What actually separates the companies that scale from the ones that stall?

Spoiler alert: Culture isn’t the answer.


I want to start with a question.

How many decisions are sitting in your inbox right now that have nothing to do with your strategy?


You’re not alone, and by the end of this post, I want you to understand exactly why that is and what to do about it.


Two companies

I’ve spent my career inside the engine room of growing companies. Not on the org chart as a nice-to-have, but embedded in the moments where teams either figure out how to scale or quietly start to break.


Let me tell you about two companies.


Same industry. Similar headcount. Roughly the same product.


I worked with a founder a few years back. Let’s call her Sarah. Sarah ran a 60-person SaaS company.
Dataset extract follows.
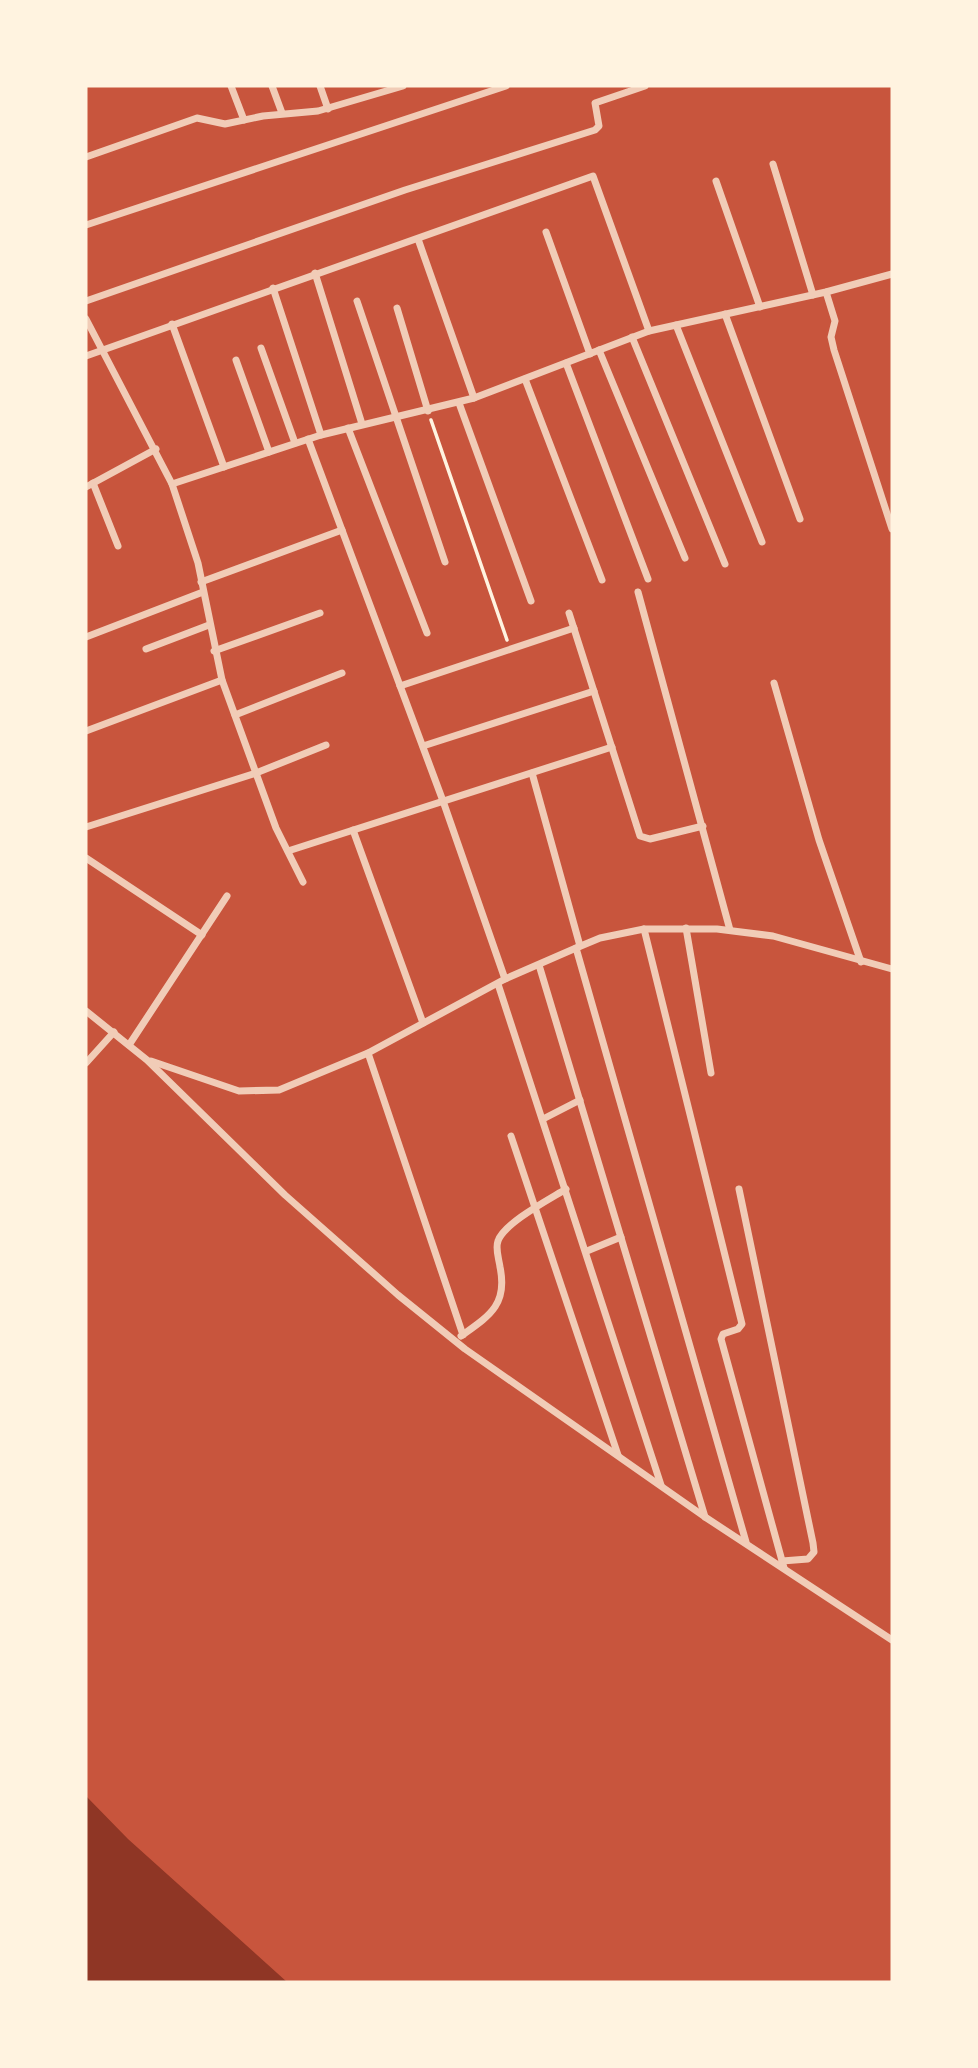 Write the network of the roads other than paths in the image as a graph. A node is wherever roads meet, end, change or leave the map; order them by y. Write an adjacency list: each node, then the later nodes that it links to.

The company was growing fast. She had a smart team and a strong product. Around the same time, I was watching another company in the same space, similar stage, with similar funding. From the outside they looked almost identical.
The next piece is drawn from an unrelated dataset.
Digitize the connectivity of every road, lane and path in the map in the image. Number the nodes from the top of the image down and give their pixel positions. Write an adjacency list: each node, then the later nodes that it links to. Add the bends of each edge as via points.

Three years later, one of them had doubled headcount without doubling chaos. Managers were making decisions independently. New hires ramped in weeks, not months. The founder was finally working on the business instead of inside every conversation.


The other one? The founder was still the glue. He was still in every meeting and still the last word on decisions that had nothing to do with strategy. Half their senior team had turned over. The ones who stayed were tired.


Same market. Similar talent. Very different outcomes.


If you asked most people why, they’d say culture. But that’s not an answer. That’s a label.


The scene I’ve lived more than once

A founder is frustrated. They're not angry, just done.


“We’re growing. We have smart people. But everything feels harder than it should. Projects stall. Decisions get revisited. High performers are burning out. And I’m still the glue.”


Then they look at HR and say:

“Can you help? Maybe… culture? Engagement? Something like that?”


This is the test. And here’s what usually happens.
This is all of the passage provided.